Partie 1. L’institution des normes : des constructions politiques nationales

L’article de Marie Digoix consacré à la Scandinavie montre l’originalité d’un système politique novateur basé sur la « culture du compromis » (p. 24) qui le premier a su négocier le virage vers la reconnaissance des couples de même sexe, avec cette particularité du choix entre l’enregistrement « indifféremment à l’église ou civilement avec la même valeur légale » (p. 30).
En Belgique (article de Cathy Herbrand), l’arrivée d’une majorité laïque a « détach[é] le mariage de sa fonction procréatrice » (p. 36), tout en butant sur la question de la « présomption de paternité » [1]. L’auteure s’interroge sur la « reconnaissance de la pluriparentalité », présentée comme un thème « inabordable », car « la référence demeure la dyade » (p. 43).
Au Royaume-Uni (article de Jeffrey Weeks), le partenariat civil réservé aux couples de même sexe est très proche du mariage, mais paradoxalement, sans la double référence à la sexualité que constitue l’obligation de consommer et la notion d’adultère (p. 51). De plus, un « imbroglio juridique » existe en cas de changement de sexe d’un membre d’un couple : obligation de divorcer pour passer d’un statut à l’autre !
L’article de José Ignacio Pichardo Galán sur l’Espagne met l’accent sur le changement radical dans les mœurs sur lequel le gouvernement a surfé pour modifier toutes les lois sur la famille, notion clé au-delà des Pyrénées : « Si en 1973, seuls 3 % des Espagnols acceptaient l’homosexualité, en 2004, selon divers sondages, les deux tiers de la population étaient en faveur du mariage gai » (p. 64). Le terme de « diversité familiale » est avancé (p. 67), mais le pourcentage de mariages entre hommes ou femmes reste modeste : 2,16 % en 2006, même si la loi sur le divorce a été parallèlement revue. [2] On regrette que l’article oublie de préciser les modalités de cette réforme du divorce. On remarque, comme dans d’autres pays, que les couples féminins constituent un tiers seulement des couples de même sexe. On apprend avec plaisir que la notion de « diversité sexuelle » a inspiré une nouvelle loi sur l’éducation (p. 71). Dire que nous n’avons pu obtenir non pas du gouvernement mais de nos camarades militants que l’inscription du mot « diversité » dans le titre du Colloque du 16 mai 2007 contre l’homophobie et pour la diversité par l’éducation ! L’auteur remarque que quasiment personne ne réclame de loi sur les « partenariats enregistrés » qui permettrait d’« unifier les différentes lois régionales existantes ».

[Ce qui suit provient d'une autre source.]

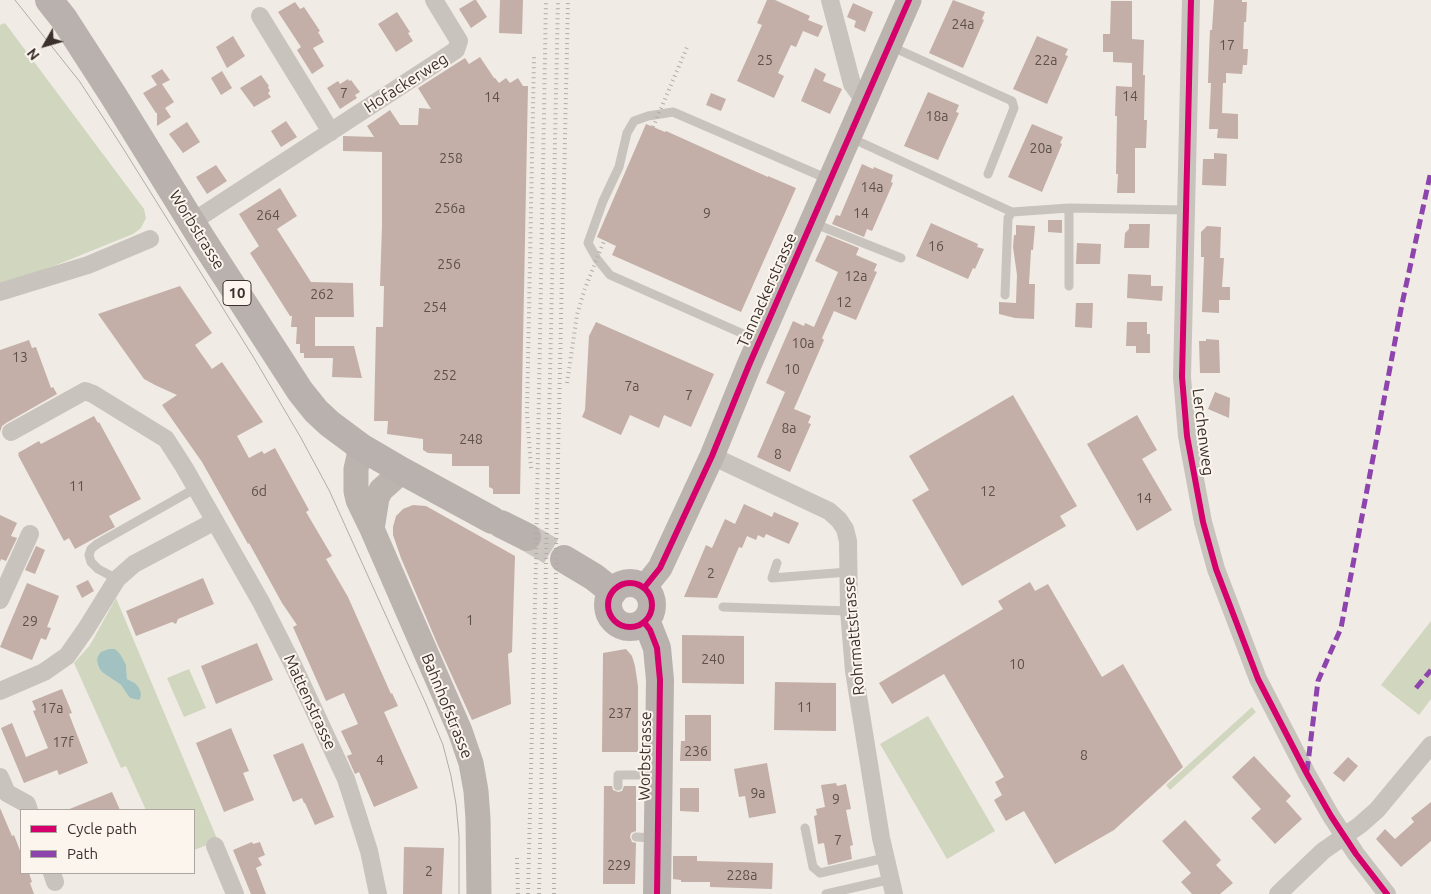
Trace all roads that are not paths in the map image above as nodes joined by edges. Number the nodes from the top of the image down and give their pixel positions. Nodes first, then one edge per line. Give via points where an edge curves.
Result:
1 (49, 0) edge
2 (434, 0) edge
3 (830, 0) edge
4 (909, 0) edge
5 (1191, 0) edge
6 (260, 16) dead end
7 (889, 46) junction
8 (865, 102) junction
9 (331, 132) junction
10 (862, 143) dead end
11 (988, 174) dead end
12 (830, 180) junction
13 (1069, 208) junction
14 (1185, 210) junction
15 (1012, 212) junction
16 (192, 222) junction
17 (811, 223) junction
18 (150, 239) dead end
19 (901, 258) dead end
20 (1069, 286) dead end
21 (0, 292) edge
22 (1005, 295) dead end
23 (760, 341) junction
24 (11, 432) dead end
25 (361, 447) junction
26 (712, 456) junction
27 (402, 471) junction
28 (196, 488) junction
29 (215, 521) junction
30 (372, 529) junction
31 (30, 534) dead end
32 (527, 538) tunnel mouth
33 (564, 560) tunnel mouth
34 (777, 563) dead end
35 (848, 572) junction
36 (117, 579) junction
37 (644, 588) junction
38 (613, 592) junction
39 (0, 600) edge
40 (723, 607) dead end
41 (849, 611) junction
42 (644, 622) junction
43 (0, 691) edge
44 (1431, 745) edge
45 (658, 775) junction
46 (0, 777) edge
47 (618, 786) dead end
48 (28, 809) edge
49 (805, 828) dead end
50 (1344, 836) junction
51 (215, 846) dead end
52 (885, 858) junction
53 (892, 887) edge
54 (235, 894) edge
55 (378, 894) edge
56 (479, 894) edge
57 (657, 894) edge
58 (826, 894) edge
59 (1278, 894) edge
60 (1387, 894) edge

1 - 16 main road, Worbstrasse / 10
2 - 9 street, Hofackerweg via 460,41 456,50
3 - 8 street via 852,84
4 - 7 street, Tannackerstrasse
5 - 14 street, Lerchenweg
6 - 9 street
7 - 8 street, Tannackerstrasse
7 - 11 lane via 1012,101 1014,108
8 - 12 street, Tannackerstrasse
9 - 16 street, Hofackerweg
10 - 15 lane
12 - 17 street, Tannackerstrasse
12 - 23 lane via 673,112 634,121 627,134 619,167 588,243 597,259 610,275
13 - 14 lane
13 - 15 lane
13 - 20 lane
14 - 50 street, Lerchenweg via 1182,377 1187,436 1203,522 1216,569 1258,679 1307,774
15 - 22 lane via 1008,218
16 - 25 main road, Worbstrasse / 10 via 300,391 330,424
17 - 19 lane
17 - 23 street, Tannackerstrasse
18 - 21 street via 88,265
23 - 26 street, Tannackerstrasse
24 - 28 street, Mattenstrasse via 85,391 166,439
25 - 27 main road, Worbstrasse / 10
25 - 30 street, Bahnhofstrasse via 356,491
26 - 35 street, Rohrmattstrasse via 834,515 845,529 848,541
26 - 37 street, Tannackerstrasse via 660,568
27 - 30 street via 377,498
27 - 32 main road, Worbstrasse / 10
28 - 29 street, Mattenstrasse
28 - 36 lane via 91,549 89,555 98,569
29 - 36 street via 134,564
29 - 55 street, Mattenstrasse via 293,665 346,779 369,851
30 - 56 street, Bahnhofstrasse via 471,763 478,819
31 - 39 street
33 - 38 main road
34 - 35 lane via 772,578
35 - 41 street, Rohrmattstrasse
36 - 43 street via 67,656 44,672
37 - 38 main road via 632,583 624,584
37 - 42 main road via 652,605
38 - 42 main road via 609,608 619,624 626,626
40 - 41 lane
41 - 52 street, Rohrmattstrasse via 854,672
42 - 45 main road, Worbstrasse via 654,638 659,663
44 - 50 street via 1377,810
45 - 47 lane via 618,775
45 - 57 main road, Worbstrasse via 647,837
46 - 48 street via 7,794 26,804
49 - 52 lane via 813,867 820,873
50 - 59 street via 1323,850
50 - 60 street, Lerchenweg
51 - 54 street
52 - 53 street, Rohrmattstrasse
53 - 58 lane via 884,880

Aux États-Unis (article de Baptiste Coulmont), on sait que la question du mariage entre personnes de même sexe a donné lieu à une guérilla. On connaît moins l’existence d’une « sous-traitance religieuse de la célébration du mariage civil », qui a nettement informé le conflit. L’auteur fait le point et classe les églises, en liant la reconnaissance du mariage à celle de l’ordination des pasteurs, ministres, prêtres ou rabbins gais (qui « ne doivent pas avoir de relations sexuelles hors mariage » (p. 77)). Le point de vue des musulmans n’est pas abordé.

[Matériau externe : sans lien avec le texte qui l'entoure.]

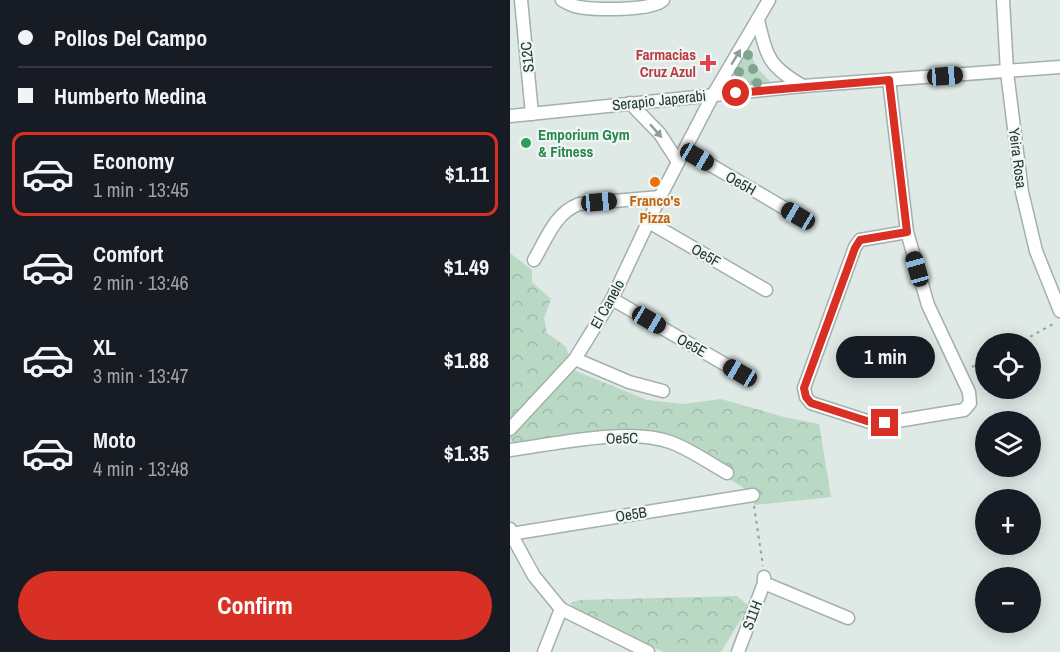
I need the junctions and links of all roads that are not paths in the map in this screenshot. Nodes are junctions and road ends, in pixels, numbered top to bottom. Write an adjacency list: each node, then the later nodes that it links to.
1 (521, 0): 14 (street, S12C)
2 (562, 0): 6 (street)
3 (663, 0): 6 (street)
4 (769, 0): 7 (street, El Canelo)
5 (1003, 0): 9 (street, Yeira Rosa)
6 (578, 3)
7 (758, 20): 11 (street); 12 (street, El Canelo, one-way to 7)
8 (1060, 67): 9 (street, Serapio Japerabi)
9 (1007, 72): 10 (street, Serapio Japerabi); 25 (street, Yeira Rosa)
10 (889, 80): 11 (street, Serapio Japerabi); 21 (street)
11 (803, 86): 12 (street, Serapio Japerabi)
12 (713, 95): 13 (street, Serapio Japerabi); 16 (street, El Canelo)
13 (630, 103): 14 (street, Serapio Japerabi); 17 (street, one-way to 17)
14 (532, 114): 15 (street, Serapio Japerabi)
15 (510, 116)
16 (685, 150): 17 (street, El Canelo); 19 (street, Oe5H)
17 (678, 162): 18 (street, El Canelo)
18 (660, 197): 20 (street, El Canelo); 22 (street)
19 (798, 216)
20 (647, 221): 23 (street, Oe5F); 24 (street, El Canelo)
21 (907, 232): 21 (street)
22 (534, 260)
23 (766, 290)
24 (612, 298): 26 (street, El Canelo); 27 (street, Oe5E)
25 (1060, 311)
26 (575, 359): 28 (street); 29 (street, El Canelo)
27 (740, 373)
28 (663, 392)
29 (510, 429)
30 (510, 450): 31 (street, Oe5C)
31 (727, 473)
32 (753, 495): 34 (street, Oe5B)
33 (510, 530): 34 (street)
34 (510, 534): 35 (street)
35 (561, 609): 37 (street); 38 (street)
36 (848, 618): 39 (street, S11H)
37 (544, 652)
38 (648, 652)
39 (738, 652)

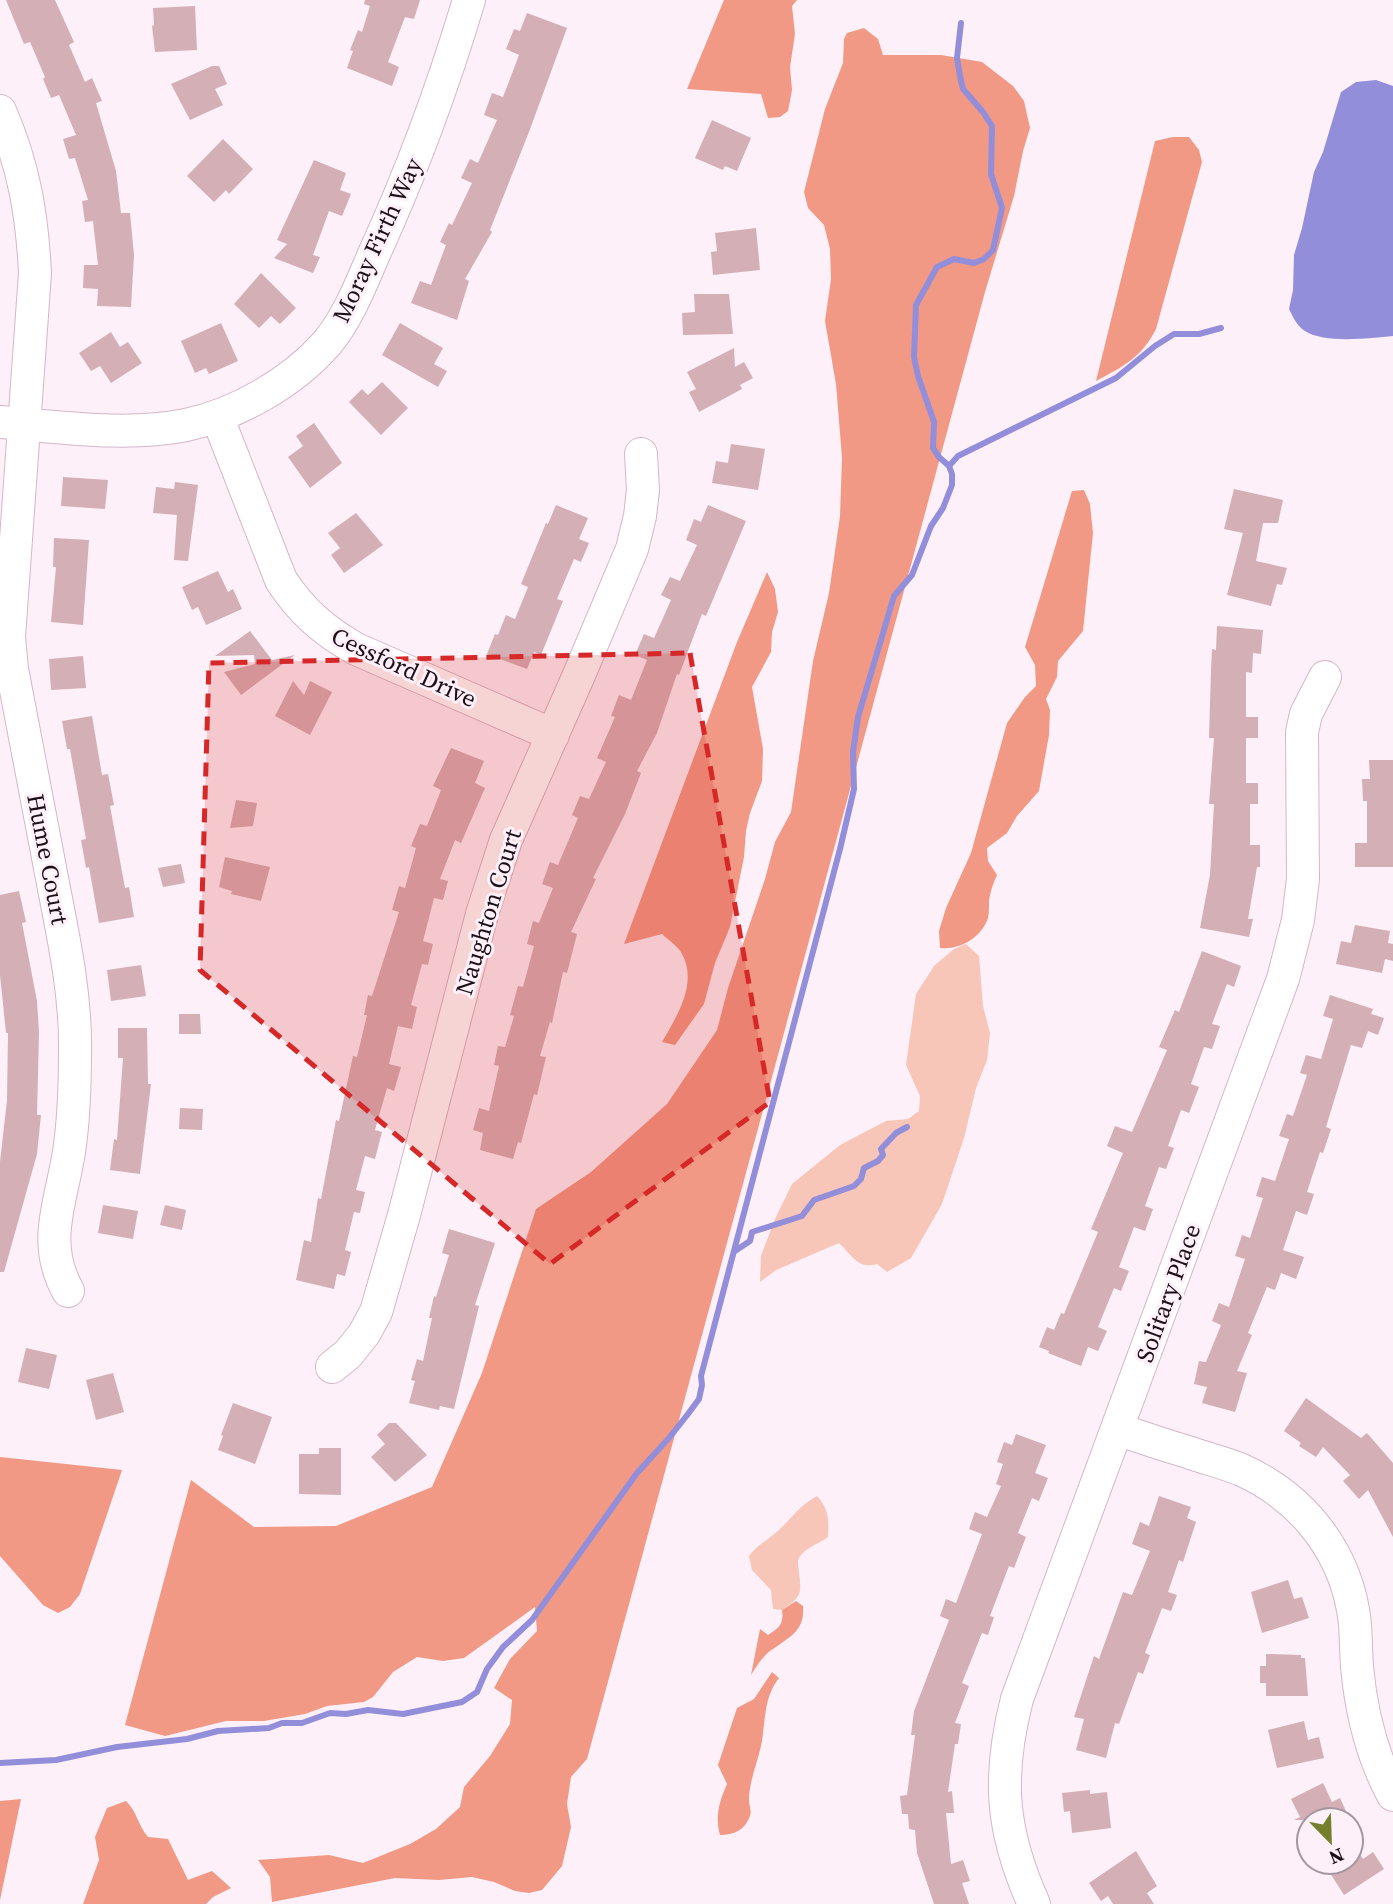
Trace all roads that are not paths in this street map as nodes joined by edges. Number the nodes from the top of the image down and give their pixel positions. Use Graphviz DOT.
graph roads {
  1 [pos="469,0"];
  2 [pos="0,111"];
  3 [pos="217,416"];
  4 [pos="12,423"];
  5 [pos="641,454"];
  6 [pos="1325,677"];
  7 [pos="552,735"];
  8 [pos="68,1291"];
  9 [pos="332,1367"];
  10 [pos="1117,1429"];
  11 [pos="1393,1795"];
  12 [pos="1034,1904"];
  1 -- 3 [label="street, Moray Firth Way"];
  2 -- 4 [label="street, Hume Court"];
  3 -- 4 [label="street, Moray Firth Way"];
  3 -- 7 [label="street, Cessford Drive"];
  4 -- 8 [label="street, Hume Court"];
  5 -- 7 [label="street, Naughton Court"];
  6 -- 10 [label="street, Solitary Place"];
  7 -- 9 [label="street, Naughton Court"];
  10 -- 11 [label="street"];
  10 -- 12 [label="street, Solitary Place"];
}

Un article de Judith Stacey et Tey Meadow « La polygynie au miroir du mariage homosexuel » compare la situation en Afrique du Sud et aux États-Unis. Le paradoxe est que dans ces deux pays, le rapport entre un libéralisme légal et même constitutionnel et une reconnaissance privée est inversement proportionnel. Il y a une opposition entre la reconnaissance de facto (États-Unis) et de jure (Afrique du Sud). Dans ce dernier pays, au nom de la reconnaissance des minorités, la polygynie est possible pour les noirs, ce qui interfère avec la promotion de l’égalité des sexes. Aux États-Unis, ce n’est qu’en 1967 que les interdictions de « mariages interraciaux » ont été définitivement abolies, et la polygynie des mormons est une bizarrerie qui nourrit le débat sur la polygamie et le mariage entre personnes de même sexe. [3] À côté de ça, ce pays a développé un véritable marché de l’homoparentalité, avec « banques de sperme commerciales » (p. 94), etc. Les auteurs remarquent que dans les deux pays, « des inégalités profondément enracinées de race et de classe contrecarrent les promesses d’égalité sexuelle et de genre » (p. 97).
Éric Fassin compare la situation aux États-Unis et en France, en montrant que là, « c’est le mariage qui est sacralisé », alors qu’ici, « la sacralisation porte sur la filiation » (p. 101). Il revient sur l’argument de l’« amour du même » qui avait été exhibé par certains opposants lors des débats sur le Pacs, en établissant un parallèle avec le développement des couples mixtes et la peur que cela suscite chez certains édiles. En fait, « c’est « l’amour de l’autre » qui est en butte aux soupçons et aux attaques, sous l’effet d’une xénophobie d’État » (p. 110). Il démontre comment, « prise dans le conflit des civilisations », la « démocratie sexuelle » peut confiner à un « racisme [qui] s’accommode mieux aujourd’hui de l’homosexualité que de l’homophobie » (p. 111).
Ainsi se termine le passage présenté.